[Problem]
Reproduce exactly the lines below from the one containing "M576,258l70,164" through the one containing "M676,358h5l-6,9 -5,1z", including both, and nothing else.

[Data under study]
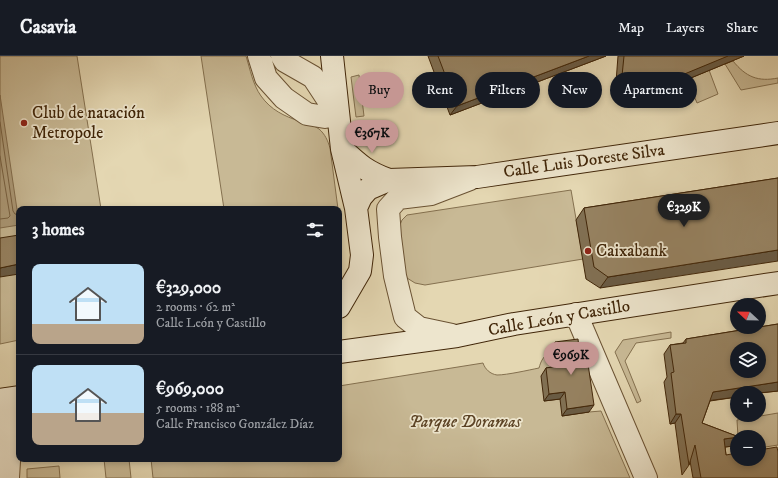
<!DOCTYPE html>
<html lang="en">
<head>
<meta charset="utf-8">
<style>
	:root { --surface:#171b24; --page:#242831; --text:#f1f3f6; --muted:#9ea1a6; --line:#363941; --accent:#c59692 }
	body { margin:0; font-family:"IM FELL DW Pica",serif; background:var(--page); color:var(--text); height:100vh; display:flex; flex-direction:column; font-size:15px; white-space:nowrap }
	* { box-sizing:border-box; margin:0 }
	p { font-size:13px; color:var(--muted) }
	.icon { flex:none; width:22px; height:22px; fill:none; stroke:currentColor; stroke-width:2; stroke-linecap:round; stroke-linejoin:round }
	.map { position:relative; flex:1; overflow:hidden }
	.details { position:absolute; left:16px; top:150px; width:326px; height:256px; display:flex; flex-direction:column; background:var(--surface); border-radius:8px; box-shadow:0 2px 6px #0003 }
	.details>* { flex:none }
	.hud { position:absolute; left:354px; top:16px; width:364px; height:36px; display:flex; gap:8px }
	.needle { width:26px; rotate:292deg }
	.tools { position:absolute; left:730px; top:242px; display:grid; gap:8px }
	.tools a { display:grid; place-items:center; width:36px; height:36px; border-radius:50%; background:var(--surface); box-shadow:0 2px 6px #0003; font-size:20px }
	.price { position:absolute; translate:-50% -34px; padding:0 9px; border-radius:14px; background:var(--accent); color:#111; font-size:13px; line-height:26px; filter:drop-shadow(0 1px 2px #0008) }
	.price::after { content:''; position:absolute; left:50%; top:24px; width:12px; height:9px; margin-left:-6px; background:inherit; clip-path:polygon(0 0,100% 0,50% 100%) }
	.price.on { background:#222; color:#fff }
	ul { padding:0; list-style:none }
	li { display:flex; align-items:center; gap:12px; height:100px; padding:0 16px }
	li+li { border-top:1px solid var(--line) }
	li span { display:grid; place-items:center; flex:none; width:112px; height:80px; border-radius:8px; color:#555 }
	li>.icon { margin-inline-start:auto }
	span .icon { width:48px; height:48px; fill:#fffc; stroke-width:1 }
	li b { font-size:17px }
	h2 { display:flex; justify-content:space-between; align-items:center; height:48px; padding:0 16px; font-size:17px }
	.pill { padding:0 14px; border-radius:18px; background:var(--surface); box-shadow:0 2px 6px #0003; font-size:14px; line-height:36px }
	.pill.on { background:var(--accent); color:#111 }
	header { display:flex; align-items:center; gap:24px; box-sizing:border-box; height:56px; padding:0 20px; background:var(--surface); border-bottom:1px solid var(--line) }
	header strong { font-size:19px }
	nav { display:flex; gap:22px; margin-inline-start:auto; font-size:14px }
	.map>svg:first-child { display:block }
	.green { fill:#c8b995; stroke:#84704f }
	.water { fill:#ad9b79; stroke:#826c4c }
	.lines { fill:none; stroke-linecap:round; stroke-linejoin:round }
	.shore { stroke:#776041; stroke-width:1 }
	.street-casing { stroke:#6a5233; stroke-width:24 }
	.secondary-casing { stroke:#412609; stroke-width:24 }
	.street { stroke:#ede5cd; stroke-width:22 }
	.secondary { stroke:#ede5cd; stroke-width:22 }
	.wall { fill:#817053; stroke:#412609 }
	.shaded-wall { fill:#695b44; stroke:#412609 }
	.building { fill:#968261; stroke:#412609; fill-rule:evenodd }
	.poi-dot { fill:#8f2418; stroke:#ede5cd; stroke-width:1.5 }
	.labels { text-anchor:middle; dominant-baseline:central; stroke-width:3.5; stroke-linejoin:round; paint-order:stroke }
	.poi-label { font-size:17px; fill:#412609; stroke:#ede5cd; text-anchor:start }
	.street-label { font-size:17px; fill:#412609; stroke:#ede5cd }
	.park-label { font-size:17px; font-style:italic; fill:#5c4325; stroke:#ede5cd }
</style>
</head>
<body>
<header>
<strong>Casavia</strong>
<nav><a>Map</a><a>Layers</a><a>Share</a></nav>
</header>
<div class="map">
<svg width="778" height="422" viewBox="0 0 778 422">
	<rect width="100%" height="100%" fill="#e4d7b2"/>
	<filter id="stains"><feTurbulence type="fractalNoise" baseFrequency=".005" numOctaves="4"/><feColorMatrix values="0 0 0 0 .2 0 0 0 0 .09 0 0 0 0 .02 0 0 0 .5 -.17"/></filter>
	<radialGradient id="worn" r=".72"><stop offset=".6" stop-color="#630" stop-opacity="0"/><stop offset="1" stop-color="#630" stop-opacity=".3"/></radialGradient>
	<path class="green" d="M0,0h77l24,153h-82v131l-19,4z
		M201,0h45c4,13 7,29 15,40 10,14 23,20 38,25 7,2 15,4 20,8 6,5 9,12 11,19l8,61h-114z
		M733,5c13,16 25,21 45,17v5l-37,7 -16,-26z
		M709,14l9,24 -21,9 -10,-24z
		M359,19l5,41 -8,1 -5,-40z
		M571,134l12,69 -158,26 -10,-2 -8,-5 -5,-8 -2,-45 2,-5 5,-5z
		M671,276v6l-35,5 -11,18 16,40 -4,2 -22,-51 8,-12z
		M573,290l16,66 12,-1 29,67h-477l-2,-19h188v-73l144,-23c2,6 7,11 14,12 10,0 32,-5 42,-7 2,-7 4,-12 12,-16l-1,-3z
		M778,357v32l-19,3v-11h-21l-1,-17z
		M104,403h25l2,19h-25z
		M59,410l1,12h-33v-9z"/>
	<path class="water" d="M0,39l19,128v2l-19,3z"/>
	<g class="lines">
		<path class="shore" d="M0,66l13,89 2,3 4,1
			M0,100l10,60 -2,2 -8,1"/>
		<g class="street-casing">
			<path id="street" d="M259,0l7,22 18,20 23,16 18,3 13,-2 -25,-38 -28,-16 -3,-5
				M576,258l70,164
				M452,279l-33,-7 -14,-11 -10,-41 -5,-39 -2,-28 10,-11 33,-4 39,-15
				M8,343l3,28 -3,51"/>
		</g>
		<g class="secondary-casing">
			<path id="secondary" d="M332,0l10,93 14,59 6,47 -2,16 -21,36
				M342,93c17,16 25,23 47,31
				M356,152l5,-11 7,-8 21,-9 88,-3 301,-44
				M339,296l118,-16 57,-12 264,-41
				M0,344l19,-3"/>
		</g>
		<use href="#street" class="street"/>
		<use href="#secondary" class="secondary"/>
	</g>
	<path class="wall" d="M428,0h178l-156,59z
		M618,0h126l-109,45 -20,-6z
		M778,122l-178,110 -14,-9 -10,-59 8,-12z
		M778,268v67l-19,2h-22v4l-27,4 -8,22 37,14h-2v3l-4,6 -8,1 1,8 52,23h-85l-3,-17 -1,4 -7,10 -7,-52 -5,1 -6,-42 3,-5 -3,-23 6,-9 13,-2 3,-4z
		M555,286l25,16 9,54 -27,4 -2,-17 -16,2 -3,-25 5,-8 7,-1 -3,-18z"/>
	<path class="shaded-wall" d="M589,0h17l-156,59 7,-9z
		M728,0h16l-109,45 -20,-6 6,-9z
		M778,194v11l-178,27 8,-11z
		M19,208v10l-19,3v-9z
		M778,326v9l-19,2h-22v4l-31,4 7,-9z
		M565,336l-5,7 -16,2 5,-7z
		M594,349l-5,7 -27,4 5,-7z
		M676,358h5l-6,9 -5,1z
		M737,381v3l-4,6 -15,2 6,-9 15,-2z"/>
	<path class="building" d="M438,0h151l-132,50z
		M624,0h104l-87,36 -20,-6z
		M778,122v72l-170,27 -14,-10 -10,-59z
		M19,179v29l-19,4v-30z
		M778,268v58l-65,10 -11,31 37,14 -15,2 2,16 11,-2v6h22v-9l18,-3 1,5v26h-77l-6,-33 -6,20 -8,-51h-5l-5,-41 3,-1 -4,-27 16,-2v-4zM737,293h22v22h-22z
		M578,283l2,19 7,-1 7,48 -27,4 -2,-17 -16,2 -3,-26 12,-2 -3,-24z"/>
	<g class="poi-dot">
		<circle cx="24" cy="67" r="4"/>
		<circle cx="588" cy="195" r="4"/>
	</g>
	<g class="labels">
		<g class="poi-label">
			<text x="32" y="57">Club de natación<tspan x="32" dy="20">Metropole</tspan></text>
			<text x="596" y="195">Caixabank</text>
		</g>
		<g class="street-label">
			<text transform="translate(584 105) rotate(-8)">Calle Luis Doreste Silva</text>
			<text transform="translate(559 262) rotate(-10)">Calle León y Castillo</text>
		</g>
		<g class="park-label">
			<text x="465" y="366">Parque Doramas</text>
		</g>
	</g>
	<rect width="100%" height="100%" filter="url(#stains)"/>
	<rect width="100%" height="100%" fill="url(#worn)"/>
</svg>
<div class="tools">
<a><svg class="needle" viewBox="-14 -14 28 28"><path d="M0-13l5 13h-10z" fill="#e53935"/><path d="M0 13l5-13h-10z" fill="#9ea1a6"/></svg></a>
<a><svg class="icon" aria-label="layers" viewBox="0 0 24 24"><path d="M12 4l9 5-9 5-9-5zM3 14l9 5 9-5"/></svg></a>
<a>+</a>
<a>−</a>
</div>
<b class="price" style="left:372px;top:98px">€367K</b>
<b class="price on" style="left:684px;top:172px">€329K</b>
<b class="price" style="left:571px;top:320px">€969K</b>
<div class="hud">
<a class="pill on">Buy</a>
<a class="pill">Rent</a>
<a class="pill">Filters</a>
<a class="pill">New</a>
<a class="pill">Apartment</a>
</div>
<section class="details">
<h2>3 homes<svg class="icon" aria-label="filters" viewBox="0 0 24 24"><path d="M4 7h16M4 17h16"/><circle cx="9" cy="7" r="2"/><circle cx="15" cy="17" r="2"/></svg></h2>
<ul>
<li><span style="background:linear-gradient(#bfe0f5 75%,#b9a48a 0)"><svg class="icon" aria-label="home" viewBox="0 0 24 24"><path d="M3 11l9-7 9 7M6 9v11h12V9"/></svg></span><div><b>€329,000</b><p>2 rooms · 62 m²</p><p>Calle León y Castillo</p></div></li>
<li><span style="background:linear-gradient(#bfe0f5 60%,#b9a48a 0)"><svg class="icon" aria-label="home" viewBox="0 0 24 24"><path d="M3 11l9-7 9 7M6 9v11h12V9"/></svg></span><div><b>€969,000</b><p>5 rooms · 188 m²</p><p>Calle Francisco González Díaz</p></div></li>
</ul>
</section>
</div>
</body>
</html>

[Reply]
				M576,258l70,164
				M452,279l-33,-7 -14,-11 -10,-41 -5,-39 -2,-28 10,-11 33,-4 39,-15
				M8,343l3,28 -3,51"/>
		</g>
		<g class="secondary-casing">
			<path id="secondary" d="M332,0l10,93 14,59 6,47 -2,16 -21,36
				M342,93c17,16 25,23 47,31
				M356,152l5,-11 7,-8 21,-9 88,-3 301,-44
				M339,296l118,-16 57,-12 264,-41
				M0,344l19,-3"/>
		</g>
		<use href="#street" class="street"/>
		<use href="#secondary" class="secondary"/>
	</g>
	<path class="wall" d="M428,0h178l-156,59z
		M618,0h126l-109,45 -20,-6z
		M778,122l-178,110 -14,-9 -10,-59 8,-12z
		M778,268v67l-19,2h-22v4l-27,4 -8,22 37,14h-2v3l-4,6 -8,1 1,8 52,23h-85l-3,-17 -1,4 -7,10 -7,-52 -5,1 -6,-42 3,-5 -3,-23 6,-9 13,-2 3,-4z
		M555,286l25,16 9,54 -27,4 -2,-17 -16,2 -3,-25 5,-8 7,-1 -3,-18z"/>
	<path class="shaded-wall" d="M589,0h17l-156,59 7,-9z
		M728,0h16l-109,45 -20,-6 6,-9z
		M778,194v11l-178,27 8,-11z
		M19,208v10l-19,3v-9z
		M778,326v9l-19,2h-22v4l-31,4 7,-9z
		M565,336l-5,7 -16,2 5,-7z
		M594,349l-5,7 -27,4 5,-7z
		M676,358h5l-6,9 -5,1z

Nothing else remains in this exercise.